As real estate developers, we can make the world a better place. I do not say this lightly. I run a real estate development company that self-performs much of the construction work on our properties. I have employees and suppliers who depend on our payments, overhead I must cover and taxes to pay, and I take those financial responsibilities as seriously as any businessperson. But those obligations, together with meeting the needs of our tenants and buyers, inspire me to look at the big picture of what we as developers do and how we impact the communities we work in. What and how we build matters to our customers’ quality of life, the communities we live and work in, and even the future of our world.
While there may always be a market for suburban homes with yards and picket fences, there is an increasing hunger for well-balanced urban communities. Well-balanced urban communities can provide all or some of the following: access to alternative and public transportation, green space, communal space, public art or art exhibit space, mixed use retail/office/living, housing in a variety of sizes and prices, green living features such as environmentally friendly building materials, access to locally grown food and locally produced goods, etc. One of the main ways in which a well-balanced urban community is both user-friendly and environmentally friendly is in transportation.
Kill the Commute Problem
There is ample evidence that humans do better in communities than alone. We are social animals by nature. And the environments people live in can impact whether they experience community or isolation. One element of isolation in modern industrial and post-industrial societies is commuting. One study into the psychological effects of long commutes found them to negatively and measurably affect people’s mental health. In a city like Miami, where much of my business is located, it is not unusual to hear people citing traffic as a primary reason for moving out of the city. There are cost-effective ways we as developers can provide customers with the solutions they’re looking for to this modern-day malaise
1. Build with new technologies in mind, such as incorporating passenger drone ports into designs. At one project site, we are incorporating passenger drone landing pads on the roof of the building. This allows us to utilize the roof and make commuting easier for residents. And an approach like this means fewer cars on the road, less traffic congestion, and less smog and particulate matter causing breathing problems. Thoughtful design on the part of developers can help alleviate some of the most pressing problems facing cities across the world. Passenger drones are the newest commuting technology, and many municipalities are currently discussing the logistics of this technology, and we developers can be of use to our communities by being part of the discussion.
2. Create well-balanced, pedestrian-friendly, transit-oriented communities where people can work, live, shop, be entertained, experience art, etc., without setting foot in a car, in the process reducing emissions harmful to human health and the environment. We as developers can take into account transit routes and even work with local transit authorities to ensure easier access to the projects we build. We can provide sidewalks that link with existing pedestrian walkways. By building for a variety of uses and users, we can help encourage people to live, shop, work and be entertained in their own communities, thus reducing the need to go elsewhere with a consequent reduction in urban air pollution, as well as facilitating walkability which leads to better health outcomes. Recent estimates show that physical inactivity, linked to poor walkability and lack of access to recreational areas, accounts for 3.3% of global deaths, according to the World Health Organization.
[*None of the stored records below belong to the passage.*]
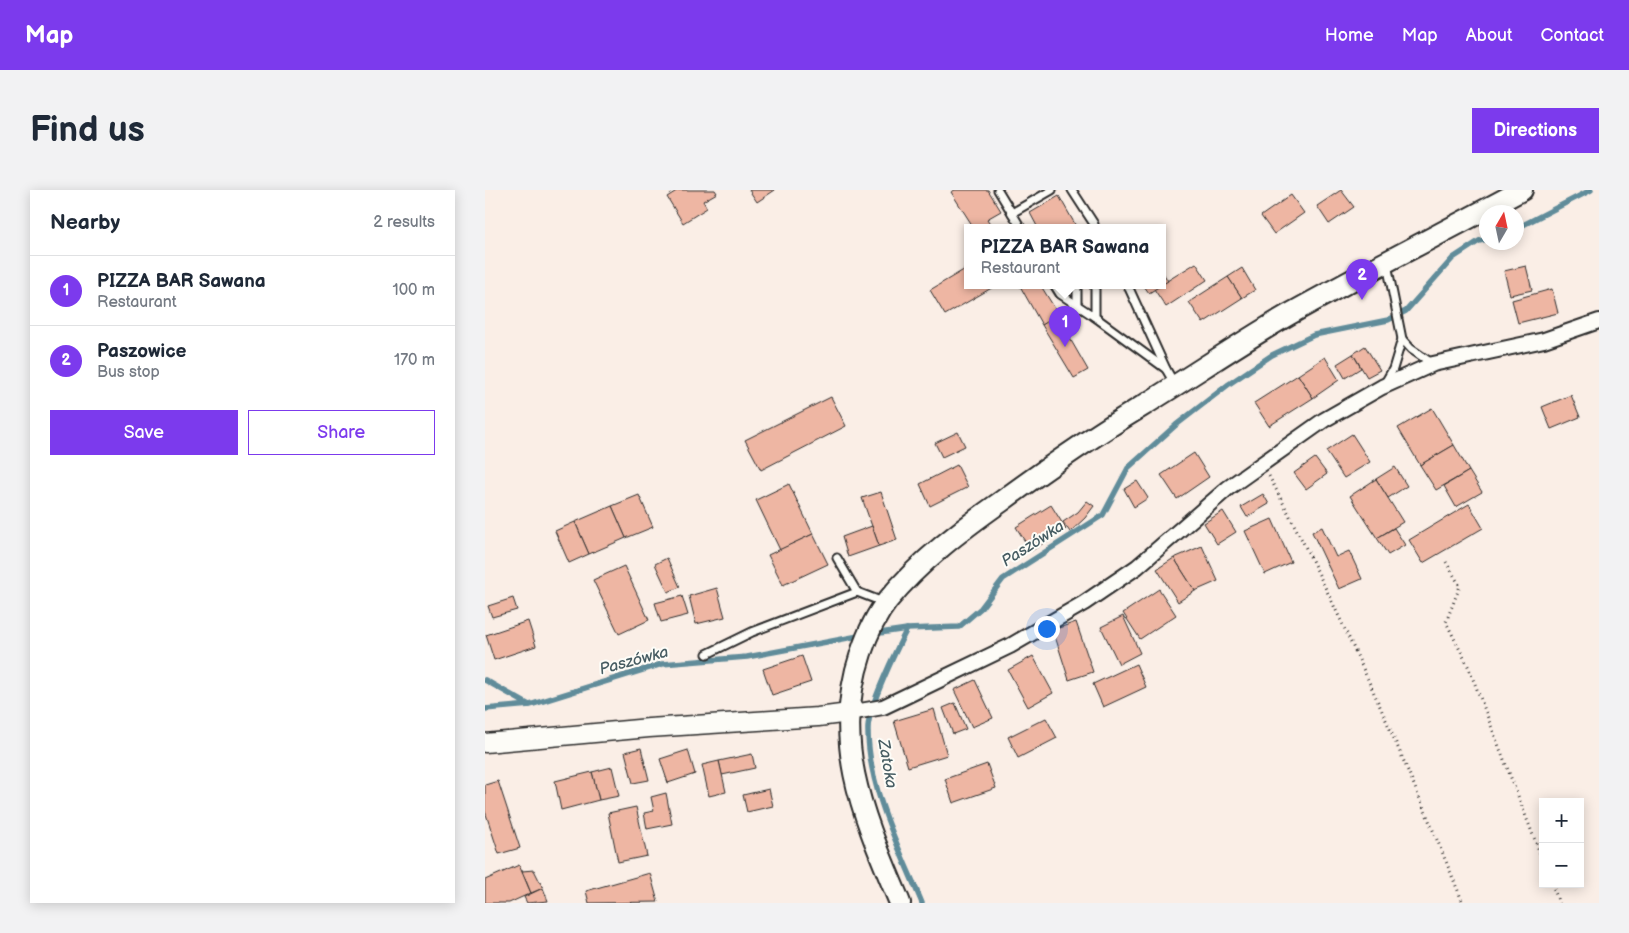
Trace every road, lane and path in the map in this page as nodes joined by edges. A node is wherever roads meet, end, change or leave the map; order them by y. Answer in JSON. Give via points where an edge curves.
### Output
{"nodes":[{"id":1,"x":998,"y":190,"type":"edge"},
{"id":2,"x":1052,"y":190,"type":"edge"},
{"id":3,"x":1072,"y":190,"type":"edge"},
{"id":4,"x":1522,"y":190,"type":"edge"},
{"id":5,"x":1012,"y":213,"type":"junction"},
{"id":6,"x":1019,"y":224,"type":"edge"},
{"id":7,"x":1091,"y":224,"type":"edge"},
{"id":8,"x":1387,"y":262,"type":"junction"},
{"id":9,"x":1077,"y":289,"type":"edge"},
{"id":10,"x":1095,"y":289,"type":"edge"},
{"id":11,"x":1129,"y":289,"type":"edge"},
{"id":12,"x":1060,"y":290,"type":"edge"},
{"id":13,"x":1077,"y":306,"type":"junction"},
{"id":14,"x":1095,"y":317,"type":"junction"},
{"id":15,"x":1599,"y":321,"type":"edge"},
{"id":16,"x":1402,"y":339,"type":"junction"},
{"id":17,"x":1433,"y":364,"type":"junction"},
{"id":18,"x":1171,"y":377,"type":"junction"},
{"id":19,"x":1382,"y":387,"type":"junction"},
{"id":20,"x":1263,"y":465,"type":"junction"},
{"id":21,"x":837,"y":558,"type":"dead end"},
{"id":22,"x":1446,"y":562,"type":"dead end"},
{"id":23,"x":857,"y":592,"type":"junction"},
{"id":24,"x":885,"y":603,"type":"junction"},
{"id":25,"x":707,"y":654,"type":"dead end"},
{"id":26,"x":859,"y":711,"type":"junction"},
{"id":27,"x":485,"y":743,"type":"edge"},
{"id":28,"x":1539,"y":851,"type":"edge"},
{"id":29,"x":1553,"y":888,"type":"edge"},
{"id":30,"x":900,"y":903,"type":"edge"},
{"id":31,"x":1463,"y":903,"type":"edge"},
{"id":32,"x":1559,"y":903,"type":"edge"}],
"edges":[{"from":1,"to":5,"type":"lane"},
{"from":2,"to":5,"type":"lane"},
{"from":3,"to":7,"type":"lane"},
{"from":4,"to":8,"type":"main road"},
{"from":5,"to":6,"type":"lane"},
{"from":8,"to":16,"type":"lane"},
{"from":8,"to":18,"type":"main road"},
{"from":9,"to":13,"type":"lane"},
{"from":10,"to":14,"type":"lane"},
{"from":11,"to":18,"type":"lane"},
{"from":12,"to":13,"type":"lane"},
{"from":13,"to":14,"type":"lane"},
{"from":14,"to":18,"type":"lane"},
{"from":15,"to":17,"type":"street","via":[[1544,340]]},
{"from":16,"to":17,"type":"lane"},
{"from":16,"to":19,"type":"lane","via":[[1393,369]]},
{"from":17,"to":19,"type":"street"},
{"from":18,"to":24,"type":"main road","via":[[973,522],[909,577]]},
{"from":19,"to":20,"type":"street","via":[[1324,420]]},
{"from":20,"to":26,"type":"street","via":[[1228,488],[1137,567],[1084,604],[1010,646],[883,707]]},
{"from":20,"to":31,"type":"path","via":[[1355,650]]},
{"from":21,"to":23,"type":"lane"},
{"from":22,"to":28,"type":"path","via":[[1460,586],[1446,622],[1468,666]]},
{"from":23,"to":24,"type":"lane"},
{"from":23,"to":25,"type":"lane","via":[[752,632]]},
{"from":24,"to":26,"type":"main road","via":[[865,643],[853,685]]},
{"from":26,"to":27,"type":"street"},
{"from":26,"to":30,"type":"main road","via":[[848,743],[852,773]]},
{"from":29,"to":32,"type":"path"}]}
3. Revitalize existing neighborhoods to encourage people to stay in the communities they know and love and potentially close to the people they know and love. By doing infill and larger balanced living communities in the denser areas of cities, we can offer people who might otherwise move far away from their communities and the personal ties they have in them the opportunity to live the way they want to without forsaking those human and geographical connections. This also provides jobs in the community and opportunities for local vendors and service providers to serve the communities where they live and work.
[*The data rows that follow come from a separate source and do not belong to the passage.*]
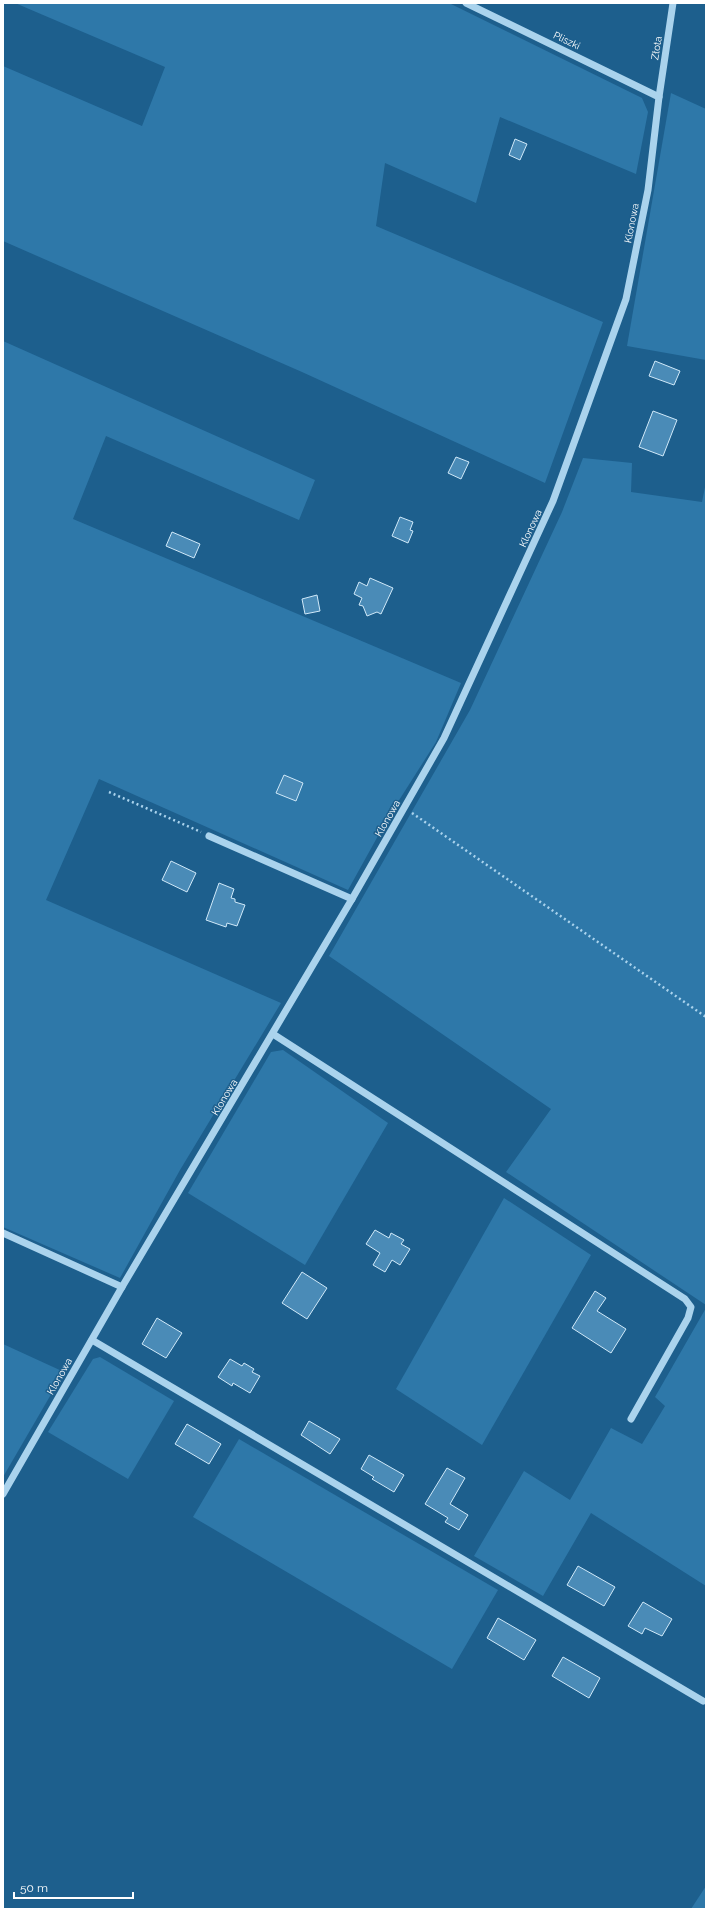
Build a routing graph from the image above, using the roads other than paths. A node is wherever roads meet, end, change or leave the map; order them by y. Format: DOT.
graph roads {
  1 [pos="466,3"];
  2 [pos="673,3"];
  3 [pos="659,97"];
  4 [pos="209,836"];
  5 [pos="352,899"];
  6 [pos="273,1034"];
  7 [pos="3,1233"];
  8 [pos="122,1287"];
  9 [pos="92,1340"];
  10 [pos="630,1419"];
  11 [pos="3,1494"];
  12 [pos="704,1701"];
  1 -- 3 [label="street, Pliszki"];
  2 -- 3 [label="street, Złota"];
  3 -- 5 [label="street, Klonowa"];
  4 -- 5 [label="street"];
  5 -- 6 [label="street, Klonowa"];
  6 -- 8 [label="street, Klonowa"];
  6 -- 10 [label="street"];
  7 -- 8 [label="street"];
  8 -- 9 [label="street, Klonowa"];
  9 -- 11 [label="street, Klonowa"];
  9 -- 12 [label="street"];
}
4. Incorporate attractive and practical design elements into the built environment. This encourages both physical activity and social interaction with such amenities as green spaces, public art installations, performance spaces and farmers markets, all of which may lead to better public health outcomes and an overall increase in quality of life.
5. Include a variety of sizes and prices of units in the same project. This, together with access to transit and services, allows for multigenerational living. This in turn can cut back on residents’ needs to commute to visit their older loved ones and increases older people’s independence.
Let’s face it: Real estate developers have often been characterized as “the bad guys” in everything from the Disney movie Up to news articles bemoaning the midprice and affordable housing in today’s cities falling prey to “developer greed.” But it doesn’t have to be that way. We can meet both our financial goals and our duties to our fellow humans by listening to what consumers want and creatively, sustainably, responsibly and joyfully incorporating those needs and wants into our projects.